MOUNT PLEASANT -- Pepe Hernandez's land was once home to a vibrant Colonial shipyard, so it seems only natural he'd end up with a tall ship parked out back.
The 63-year-old businessman has been playing host to the Spirit of South Carolina while its owners try to figure out what to do with the ship. Hernandez would like to make the arrangement more permanent, and he's happy to let the ship tie up at his deep-water dock in Hobcaw Point indefinitely -- at no charge.
All Hernandez wants is to keep the 140-foot wooden schooner from sailing off to a new set of owners in another state in order to escape its ballooning debts. Too much work went into creating the Spirit to let it go like that, he said.
"Everybody would hate to see this beautiful concept go away," he said. "The Spirit needs to stay here."
The ship normally docks at the Charleston Maritime Center, though it has used Hernandez's facilities at least a half-dozen times in the past. Hernandez said utilizing his property more often could increase the ship's usage and earning potential.
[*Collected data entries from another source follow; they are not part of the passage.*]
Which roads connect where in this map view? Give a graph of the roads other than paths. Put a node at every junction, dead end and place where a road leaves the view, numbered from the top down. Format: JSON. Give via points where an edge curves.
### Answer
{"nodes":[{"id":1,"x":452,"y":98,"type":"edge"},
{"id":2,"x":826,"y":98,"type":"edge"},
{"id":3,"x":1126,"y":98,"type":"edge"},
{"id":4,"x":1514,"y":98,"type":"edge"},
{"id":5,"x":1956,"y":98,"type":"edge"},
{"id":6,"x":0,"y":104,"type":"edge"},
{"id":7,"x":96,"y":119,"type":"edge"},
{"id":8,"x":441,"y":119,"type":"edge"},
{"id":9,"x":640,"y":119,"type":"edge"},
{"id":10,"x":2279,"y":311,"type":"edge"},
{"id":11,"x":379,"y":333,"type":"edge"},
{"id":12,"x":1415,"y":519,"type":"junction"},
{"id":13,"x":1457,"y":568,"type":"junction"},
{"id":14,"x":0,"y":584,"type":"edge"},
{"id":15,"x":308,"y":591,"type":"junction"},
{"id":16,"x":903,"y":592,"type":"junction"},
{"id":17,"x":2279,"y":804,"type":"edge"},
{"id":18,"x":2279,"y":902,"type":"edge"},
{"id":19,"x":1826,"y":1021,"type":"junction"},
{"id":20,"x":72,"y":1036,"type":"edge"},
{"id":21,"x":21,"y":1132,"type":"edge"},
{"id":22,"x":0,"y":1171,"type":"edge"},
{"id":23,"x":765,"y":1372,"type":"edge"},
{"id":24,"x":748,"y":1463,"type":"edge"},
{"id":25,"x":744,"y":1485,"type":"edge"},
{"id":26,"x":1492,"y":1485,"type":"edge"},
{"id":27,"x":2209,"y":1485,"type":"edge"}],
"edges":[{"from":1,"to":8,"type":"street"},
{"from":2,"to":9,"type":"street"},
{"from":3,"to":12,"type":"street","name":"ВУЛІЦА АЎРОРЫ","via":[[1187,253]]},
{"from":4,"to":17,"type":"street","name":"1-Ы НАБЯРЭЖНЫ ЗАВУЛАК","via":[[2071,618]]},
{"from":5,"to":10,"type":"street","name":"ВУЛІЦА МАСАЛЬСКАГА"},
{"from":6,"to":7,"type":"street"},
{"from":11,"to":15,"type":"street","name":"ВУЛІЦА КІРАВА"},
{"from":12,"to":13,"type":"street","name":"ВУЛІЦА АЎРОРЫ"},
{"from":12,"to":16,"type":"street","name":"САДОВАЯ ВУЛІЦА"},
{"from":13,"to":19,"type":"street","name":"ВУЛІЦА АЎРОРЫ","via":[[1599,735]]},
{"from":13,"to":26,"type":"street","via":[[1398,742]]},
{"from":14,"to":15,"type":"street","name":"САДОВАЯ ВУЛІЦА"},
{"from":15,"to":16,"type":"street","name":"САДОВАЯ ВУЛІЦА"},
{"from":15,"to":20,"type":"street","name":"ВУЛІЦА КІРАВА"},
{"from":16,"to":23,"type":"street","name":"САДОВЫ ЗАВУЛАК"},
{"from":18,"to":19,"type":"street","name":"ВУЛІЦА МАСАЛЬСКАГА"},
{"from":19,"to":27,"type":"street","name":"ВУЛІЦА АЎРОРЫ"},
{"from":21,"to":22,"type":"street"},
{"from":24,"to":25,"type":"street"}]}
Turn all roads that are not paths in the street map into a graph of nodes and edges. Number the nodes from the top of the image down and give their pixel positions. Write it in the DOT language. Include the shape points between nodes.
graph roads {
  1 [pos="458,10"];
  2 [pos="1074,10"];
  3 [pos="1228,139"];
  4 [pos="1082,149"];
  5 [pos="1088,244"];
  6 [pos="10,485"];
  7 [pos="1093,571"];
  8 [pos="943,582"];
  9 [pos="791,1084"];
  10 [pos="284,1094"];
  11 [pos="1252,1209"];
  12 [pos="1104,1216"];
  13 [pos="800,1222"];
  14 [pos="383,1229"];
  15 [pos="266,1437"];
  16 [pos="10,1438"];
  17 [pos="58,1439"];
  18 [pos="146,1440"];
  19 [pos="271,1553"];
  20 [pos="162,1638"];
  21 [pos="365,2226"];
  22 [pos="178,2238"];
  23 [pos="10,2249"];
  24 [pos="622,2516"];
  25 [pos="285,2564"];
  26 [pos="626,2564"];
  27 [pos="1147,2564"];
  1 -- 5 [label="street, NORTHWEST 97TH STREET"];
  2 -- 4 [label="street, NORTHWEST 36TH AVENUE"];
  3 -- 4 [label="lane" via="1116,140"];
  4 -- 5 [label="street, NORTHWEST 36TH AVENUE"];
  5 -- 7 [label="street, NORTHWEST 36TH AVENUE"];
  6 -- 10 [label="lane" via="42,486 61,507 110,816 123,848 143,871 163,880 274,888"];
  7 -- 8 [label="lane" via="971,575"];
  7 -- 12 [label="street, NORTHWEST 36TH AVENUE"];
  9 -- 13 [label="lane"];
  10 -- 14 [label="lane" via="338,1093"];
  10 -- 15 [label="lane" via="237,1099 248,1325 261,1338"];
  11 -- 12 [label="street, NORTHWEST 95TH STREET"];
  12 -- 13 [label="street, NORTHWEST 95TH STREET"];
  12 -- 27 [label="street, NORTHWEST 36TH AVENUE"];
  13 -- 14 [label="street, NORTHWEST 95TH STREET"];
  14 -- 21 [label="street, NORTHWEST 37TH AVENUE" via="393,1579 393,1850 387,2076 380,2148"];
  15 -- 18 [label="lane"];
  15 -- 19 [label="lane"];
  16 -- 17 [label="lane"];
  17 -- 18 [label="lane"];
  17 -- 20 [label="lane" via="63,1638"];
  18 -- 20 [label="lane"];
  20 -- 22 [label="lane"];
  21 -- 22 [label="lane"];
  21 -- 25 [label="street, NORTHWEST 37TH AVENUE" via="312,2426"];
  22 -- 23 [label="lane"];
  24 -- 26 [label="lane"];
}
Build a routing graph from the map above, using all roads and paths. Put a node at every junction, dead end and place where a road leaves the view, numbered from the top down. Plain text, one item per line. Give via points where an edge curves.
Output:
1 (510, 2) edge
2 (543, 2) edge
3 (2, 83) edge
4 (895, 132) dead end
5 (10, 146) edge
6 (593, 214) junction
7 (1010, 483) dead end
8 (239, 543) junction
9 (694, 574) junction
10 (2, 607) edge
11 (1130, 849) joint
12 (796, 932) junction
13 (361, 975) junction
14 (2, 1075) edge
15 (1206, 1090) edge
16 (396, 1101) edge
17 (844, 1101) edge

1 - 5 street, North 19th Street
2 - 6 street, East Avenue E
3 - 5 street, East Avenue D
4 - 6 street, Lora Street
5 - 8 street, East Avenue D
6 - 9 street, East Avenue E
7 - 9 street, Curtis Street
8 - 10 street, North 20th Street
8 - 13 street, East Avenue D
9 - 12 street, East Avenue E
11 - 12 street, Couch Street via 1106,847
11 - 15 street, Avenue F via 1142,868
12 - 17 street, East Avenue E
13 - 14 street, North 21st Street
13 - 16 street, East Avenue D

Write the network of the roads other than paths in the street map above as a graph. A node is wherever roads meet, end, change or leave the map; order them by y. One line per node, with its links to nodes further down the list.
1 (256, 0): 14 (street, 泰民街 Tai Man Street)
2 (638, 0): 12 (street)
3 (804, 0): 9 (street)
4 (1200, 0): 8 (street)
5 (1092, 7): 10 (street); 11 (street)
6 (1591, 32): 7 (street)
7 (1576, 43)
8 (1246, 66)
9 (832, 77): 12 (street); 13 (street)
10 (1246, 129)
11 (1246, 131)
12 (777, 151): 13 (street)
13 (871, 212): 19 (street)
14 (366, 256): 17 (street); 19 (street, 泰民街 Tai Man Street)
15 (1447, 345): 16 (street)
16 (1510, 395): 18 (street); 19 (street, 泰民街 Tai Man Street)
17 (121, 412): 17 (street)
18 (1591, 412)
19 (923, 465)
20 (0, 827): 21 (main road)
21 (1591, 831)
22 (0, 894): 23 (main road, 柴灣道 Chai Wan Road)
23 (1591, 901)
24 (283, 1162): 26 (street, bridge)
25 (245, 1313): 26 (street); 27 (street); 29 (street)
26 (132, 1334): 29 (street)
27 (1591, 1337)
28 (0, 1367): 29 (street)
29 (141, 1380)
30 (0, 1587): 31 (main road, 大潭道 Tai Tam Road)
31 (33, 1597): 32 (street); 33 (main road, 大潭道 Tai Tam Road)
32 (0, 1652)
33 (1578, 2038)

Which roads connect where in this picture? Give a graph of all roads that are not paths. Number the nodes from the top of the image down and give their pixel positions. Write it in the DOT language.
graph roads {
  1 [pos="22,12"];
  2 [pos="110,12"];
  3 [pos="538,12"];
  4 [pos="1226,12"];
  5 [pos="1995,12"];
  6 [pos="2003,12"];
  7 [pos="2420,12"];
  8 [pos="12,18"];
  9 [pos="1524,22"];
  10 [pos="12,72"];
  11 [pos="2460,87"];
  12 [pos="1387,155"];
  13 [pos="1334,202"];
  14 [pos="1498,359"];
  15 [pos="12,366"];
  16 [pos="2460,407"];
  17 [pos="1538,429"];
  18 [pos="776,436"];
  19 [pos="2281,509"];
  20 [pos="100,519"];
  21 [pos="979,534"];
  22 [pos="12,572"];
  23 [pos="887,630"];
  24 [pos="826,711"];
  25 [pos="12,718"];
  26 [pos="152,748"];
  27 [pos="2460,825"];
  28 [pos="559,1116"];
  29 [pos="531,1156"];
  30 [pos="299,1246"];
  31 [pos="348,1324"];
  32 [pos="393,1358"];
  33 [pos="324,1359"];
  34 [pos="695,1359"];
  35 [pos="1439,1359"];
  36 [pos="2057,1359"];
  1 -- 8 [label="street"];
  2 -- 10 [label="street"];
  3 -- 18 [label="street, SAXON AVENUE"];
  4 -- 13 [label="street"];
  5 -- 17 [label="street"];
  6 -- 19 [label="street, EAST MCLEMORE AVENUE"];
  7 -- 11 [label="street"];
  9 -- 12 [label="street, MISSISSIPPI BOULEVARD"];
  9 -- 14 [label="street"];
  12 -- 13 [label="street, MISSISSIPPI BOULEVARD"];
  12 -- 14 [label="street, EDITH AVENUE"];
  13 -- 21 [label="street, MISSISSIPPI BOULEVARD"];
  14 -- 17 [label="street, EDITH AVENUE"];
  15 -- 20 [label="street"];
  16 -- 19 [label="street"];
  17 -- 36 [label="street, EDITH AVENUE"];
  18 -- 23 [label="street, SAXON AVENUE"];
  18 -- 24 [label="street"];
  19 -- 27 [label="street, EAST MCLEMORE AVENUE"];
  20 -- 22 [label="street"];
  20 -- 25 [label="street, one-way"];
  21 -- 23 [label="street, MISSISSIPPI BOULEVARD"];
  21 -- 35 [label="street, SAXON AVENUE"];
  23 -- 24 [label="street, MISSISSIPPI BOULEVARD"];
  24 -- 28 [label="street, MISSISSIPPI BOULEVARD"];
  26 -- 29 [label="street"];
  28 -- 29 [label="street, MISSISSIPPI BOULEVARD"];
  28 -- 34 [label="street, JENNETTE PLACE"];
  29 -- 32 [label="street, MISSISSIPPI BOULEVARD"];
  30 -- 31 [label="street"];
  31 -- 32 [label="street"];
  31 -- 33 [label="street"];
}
But he sees one bothersome impediment in his way: silt -- about 3,100 cubic yards of it, to be exact.
His property along Hobcaw Creek is blessed with water that's 21 feet deep, more than enough to accommodate the Spirit's 11-foot draw. But the entrance to the creek is only 8 feet deep at low tide, meaning the Spirit is stuck until the next high tide rolls in.
Hernandez is hoping to rally the Spirit's
supporters to back an effort to dredge the creek's entrance and add another 6 feet to its depth.
That would restore the depth to what it was in 1786, when Hernandez's property was home to the bustling Hobcaw shipyard.
With better access to the creek, the Spirit could come and go as it pleases to take kids on educational voyages, Hernandez said. The ship could also increase its capacity for overnight excursions because there is plenty of room for camping on his land. That, in turn, would bring in more money to support the vessel, he said.
First, however, his plan would have to overcome some regulatory hurdles, and money would have to be raised to fund the dredging, which Hernandez estimates would cost $15,000 or less.
Byron Miller, spokesman for the State Ports Authority, said Hernandez asked SPA officials last month if they would be willing to allow spoil from the dredging to be dumped at one of the agency's approved sites, which could help the project along. They suggested Hernandez submit a formal proposal for review, Miller said.
Sara Corbett, a spokeswoman for the Army Corps of Engineers, said she could not comment on the possibility of dredging at the creek entrance without a formal application in hand. The agency's permitting process generally takes three to six months, though each case is different, she said.
Just how long Hernandez might have to accomplish this mission is unclear. The South Carolina Maritime Foundation, which owns the Spirit, is looking to sell the tall ship to pay off more than $2 million in overdue bank loans and rent obligations that already have left the group $40,000 in the hole.
Elizabeth L. Boineau, the Maritime Foundation's marketing and public relations consultant, said the foundation clearly does not have the money to pay for the creek dredging. Beyond that, the organization doesn't know enough about Hernandez's plan to weigh in on it, she said.
"The conversations have been more casual than specific up to this point, and there is not enough information to see how it might benefit the foundation," Boineau said.
Officials also pointed to some uncertainty about the future of Hernandez's property, which is on the market. He said no sale is imminent, and the proposed arrangement would help the ship get past its short-term crisis.
At the very least, Hernandez said, he hopes his proposal will generate enthusiasm among the Spirit's supporters to find a way to raise money and keep the ship local.
"We can't lose her," he said. "I'm just in awe of everything about that ship."